* [WHAT IS BEING ASKED]: Reproduce the entries exactly.

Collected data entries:
^^^^^^^^^^^^^^^^

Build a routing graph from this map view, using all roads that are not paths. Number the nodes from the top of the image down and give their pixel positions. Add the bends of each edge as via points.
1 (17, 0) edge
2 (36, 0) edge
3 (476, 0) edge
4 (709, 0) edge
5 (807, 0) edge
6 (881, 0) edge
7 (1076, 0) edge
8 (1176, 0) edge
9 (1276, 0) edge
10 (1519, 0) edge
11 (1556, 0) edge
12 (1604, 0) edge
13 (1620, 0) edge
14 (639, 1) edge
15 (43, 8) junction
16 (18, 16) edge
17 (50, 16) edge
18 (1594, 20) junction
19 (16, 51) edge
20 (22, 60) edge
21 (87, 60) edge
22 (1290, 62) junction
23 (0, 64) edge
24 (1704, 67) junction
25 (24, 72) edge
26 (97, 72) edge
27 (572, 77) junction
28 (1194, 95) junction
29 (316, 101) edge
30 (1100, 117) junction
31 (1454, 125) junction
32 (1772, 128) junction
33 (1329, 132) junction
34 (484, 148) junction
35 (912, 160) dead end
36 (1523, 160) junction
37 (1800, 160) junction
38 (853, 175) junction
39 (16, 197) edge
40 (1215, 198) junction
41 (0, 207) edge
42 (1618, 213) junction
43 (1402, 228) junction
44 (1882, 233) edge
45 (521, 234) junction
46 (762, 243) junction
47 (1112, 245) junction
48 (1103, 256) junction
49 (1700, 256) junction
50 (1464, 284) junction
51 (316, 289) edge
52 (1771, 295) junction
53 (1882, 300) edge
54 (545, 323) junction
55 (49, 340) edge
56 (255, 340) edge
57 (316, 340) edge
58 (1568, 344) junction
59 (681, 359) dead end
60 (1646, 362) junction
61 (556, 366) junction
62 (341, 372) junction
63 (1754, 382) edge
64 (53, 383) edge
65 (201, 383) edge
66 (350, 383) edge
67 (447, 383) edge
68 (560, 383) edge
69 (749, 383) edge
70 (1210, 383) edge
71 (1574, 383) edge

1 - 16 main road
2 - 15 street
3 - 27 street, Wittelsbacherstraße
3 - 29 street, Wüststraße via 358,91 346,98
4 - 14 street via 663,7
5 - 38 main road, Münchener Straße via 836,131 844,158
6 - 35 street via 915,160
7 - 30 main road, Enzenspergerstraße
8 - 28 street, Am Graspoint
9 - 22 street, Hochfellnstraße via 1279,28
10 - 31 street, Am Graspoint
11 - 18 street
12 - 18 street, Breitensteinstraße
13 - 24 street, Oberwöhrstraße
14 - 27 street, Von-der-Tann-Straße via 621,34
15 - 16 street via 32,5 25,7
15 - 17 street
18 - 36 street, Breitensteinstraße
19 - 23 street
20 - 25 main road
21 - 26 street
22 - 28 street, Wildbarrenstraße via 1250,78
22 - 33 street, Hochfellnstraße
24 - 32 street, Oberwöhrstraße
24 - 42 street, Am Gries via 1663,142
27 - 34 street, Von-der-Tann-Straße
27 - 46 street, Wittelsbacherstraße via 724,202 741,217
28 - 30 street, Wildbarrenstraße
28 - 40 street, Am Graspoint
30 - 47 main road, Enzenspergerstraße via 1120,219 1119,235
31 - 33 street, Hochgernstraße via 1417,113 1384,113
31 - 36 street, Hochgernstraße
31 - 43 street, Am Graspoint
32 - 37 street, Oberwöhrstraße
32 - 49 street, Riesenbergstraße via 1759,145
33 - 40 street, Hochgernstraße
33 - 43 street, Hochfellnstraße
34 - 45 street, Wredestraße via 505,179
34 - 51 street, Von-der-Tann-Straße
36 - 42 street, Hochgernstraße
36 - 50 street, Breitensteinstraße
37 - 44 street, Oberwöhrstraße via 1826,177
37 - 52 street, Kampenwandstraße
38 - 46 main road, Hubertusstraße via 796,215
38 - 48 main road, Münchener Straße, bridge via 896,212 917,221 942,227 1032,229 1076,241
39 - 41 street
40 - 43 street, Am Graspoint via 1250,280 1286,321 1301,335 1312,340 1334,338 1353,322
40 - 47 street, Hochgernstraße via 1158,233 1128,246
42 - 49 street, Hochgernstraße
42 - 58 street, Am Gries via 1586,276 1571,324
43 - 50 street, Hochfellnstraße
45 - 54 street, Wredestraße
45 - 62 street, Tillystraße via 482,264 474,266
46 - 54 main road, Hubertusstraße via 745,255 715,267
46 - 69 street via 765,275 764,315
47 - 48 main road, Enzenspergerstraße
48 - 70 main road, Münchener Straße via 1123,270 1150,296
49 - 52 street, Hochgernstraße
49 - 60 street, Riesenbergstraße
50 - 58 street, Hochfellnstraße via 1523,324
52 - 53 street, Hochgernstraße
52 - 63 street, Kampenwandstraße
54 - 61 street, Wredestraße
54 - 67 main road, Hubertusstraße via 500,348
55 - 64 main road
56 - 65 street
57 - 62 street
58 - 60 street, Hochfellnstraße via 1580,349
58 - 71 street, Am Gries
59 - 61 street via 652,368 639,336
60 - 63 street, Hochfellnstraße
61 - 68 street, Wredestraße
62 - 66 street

^^^^^^^^^^^^^^^^

* [ANSWER TO THIS PROBLEM]:
Build a routing graph from this map view, using all roads that are not paths. Number the nodes from the top of the image down and give their pixel positions. Add the bends of each edge as via points.
1 (17, 0) edge
2 (36, 0) edge
3 (476, 0) edge
4 (709, 0) edge
5 (807, 0) edge
6 (881, 0) edge
7 (1076, 0) edge
8 (1176, 0) edge
9 (1276, 0) edge
10 (1519, 0) edge
11 (1556, 0) edge
12 (1604, 0) edge
13 (1620, 0) edge
14 (639, 1) edge
15 (43, 8) junction
16 (18, 16) edge
17 (50, 16) edge
18 (1594, 20) junction
19 (16, 51) edge
20 (22, 60) edge
21 (87, 60) edge
22 (1290, 62) junction
23 (0, 64) edge
24 (1704, 67) junction
25 (24, 72) edge
26 (97, 72) edge
27 (572, 77) junction
28 (1194, 95) junction
29 (316, 101) edge
30 (1100, 117) junction
31 (1454, 125) junction
32 (1772, 128) junction
33 (1329, 132) junction
34 (484, 148) junction
35 (912, 160) dead end
36 (1523, 160) junction
37 (1800, 160) junction
38 (853, 175) junction
39 (16, 197) edge
40 (1215, 198) junction
41 (0, 207) edge
42 (1618, 213) junction
43 (1402, 228) junction
44 (1882, 233) edge
45 (521, 234) junction
46 (762, 243) junction
47 (1112, 245) junction
48 (1103, 256) junction
49 (1700, 256) junction
50 (1464, 284) junction
51 (316, 289) edge
52 (1771, 295) junction
53 (1882, 300) edge
54 (545, 323) junction
55 (49, 340) edge
56 (255, 340) edge
57 (316, 340) edge
58 (1568, 344) junction
59 (681, 359) dead end
60 (1646, 362) junction
61 (556, 366) junction
62 (341, 372) junction
63 (1754, 382) edge
64 (53, 383) edge
65 (201, 383) edge
66 (350, 383) edge
67 (447, 383) edge
68 (560, 383) edge
69 (749, 383) edge
70 (1210, 383) edge
71 (1574, 383) edge

1 - 16 main road
2 - 15 street
3 - 27 street, Wittelsbacherstraße
3 - 29 street, Wüststraße via 358,91 346,98
4 - 14 street via 663,7
5 - 38 main road, Münchener Straße via 836,131 844,158
6 - 35 street via 915,160
7 - 30 main road, Enzenspergerstraße
8 - 28 street, Am Graspoint
9 - 22 street, Hochfellnstraße via 1279,28
10 - 31 street, Am Graspoint
11 - 18 street
12 - 18 street, Breitensteinstraße
13 - 24 street, Oberwöhrstraße
14 - 27 street, Von-der-Tann-Straße via 621,34
15 - 16 street via 32,5 25,7
15 - 17 street
18 - 36 street, Breitensteinstraße
19 - 23 street
20 - 25 main road
21 - 26 street
22 - 28 street, Wildbarrenstraße via 1250,78
22 - 33 street, Hochfellnstraße
24 - 32 street, Oberwöhrstraße
24 - 42 street, Am Gries via 1663,142
27 - 34 street, Von-der-Tann-Straße
27 - 46 street, Wittelsbacherstraße via 724,202 741,217
28 - 30 street, Wildbarrenstraße
28 - 40 street, Am Graspoint
30 - 47 main road, Enzenspergerstraße via 1120,219 1119,235
31 - 33 street, Hochgernstraße via 1417,113 1384,113
31 - 36 street, Hochgernstraße
31 - 43 street, Am Graspoint
32 - 37 street, Oberwöhrstraße
32 - 49 street, Riesenbergstraße via 1759,145
33 - 40 street, Hochgernstraße
33 - 43 street, Hochfellnstraße
34 - 45 street, Wredestraße via 505,179
34 - 51 street, Von-der-Tann-Straße
36 - 42 street, Hochgernstraße
36 - 50 street, Breitensteinstraße
37 - 44 street, Oberwöhrstraße via 1826,177
37 - 52 street, Kampenwandstraße
38 - 46 main road, Hubertusstraße via 796,215
38 - 48 main road, Münchener Straße, bridge via 896,212 917,221 942,227 1032,229 1076,241
39 - 41 street
40 - 43 street, Am Graspoint via 1250,280 1286,321 1301,335 1312,340 1334,338 1353,322
40 - 47 street, Hochgernstraße via 1158,233 1128,246
42 - 49 street, Hochgernstraße
42 - 58 street, Am Gries via 1586,276 1571,324
43 - 50 street, Hochfellnstraße
45 - 54 street, Wredestraße
45 - 62 street, Tillystraße via 482,264 474,266
46 - 54 main road, Hubertusstraße via 745,255 715,267
46 - 69 street via 765,275 764,315
47 - 48 main road, Enzenspergerstraße
48 - 70 main road, Münchener Straße via 1123,270 1150,296
49 - 52 street, Hochgernstraße
49 - 60 street, Riesenbergstraße
50 - 58 street, Hochfellnstraße via 1523,324
52 - 53 street, Hochgernstraße
52 - 63 street, Kampenwandstraße
54 - 61 street, Wredestraße
54 - 67 main road, Hubertusstraße via 500,348
55 - 64 main road
56 - 65 street
57 - 62 street
58 - 60 street, Hochfellnstraße via 1580,349
58 - 71 street, Am Gries
59 - 61 street via 652,368 639,336
60 - 63 street, Hochfellnstraße
61 - 68 street, Wredestraße
62 - 66 street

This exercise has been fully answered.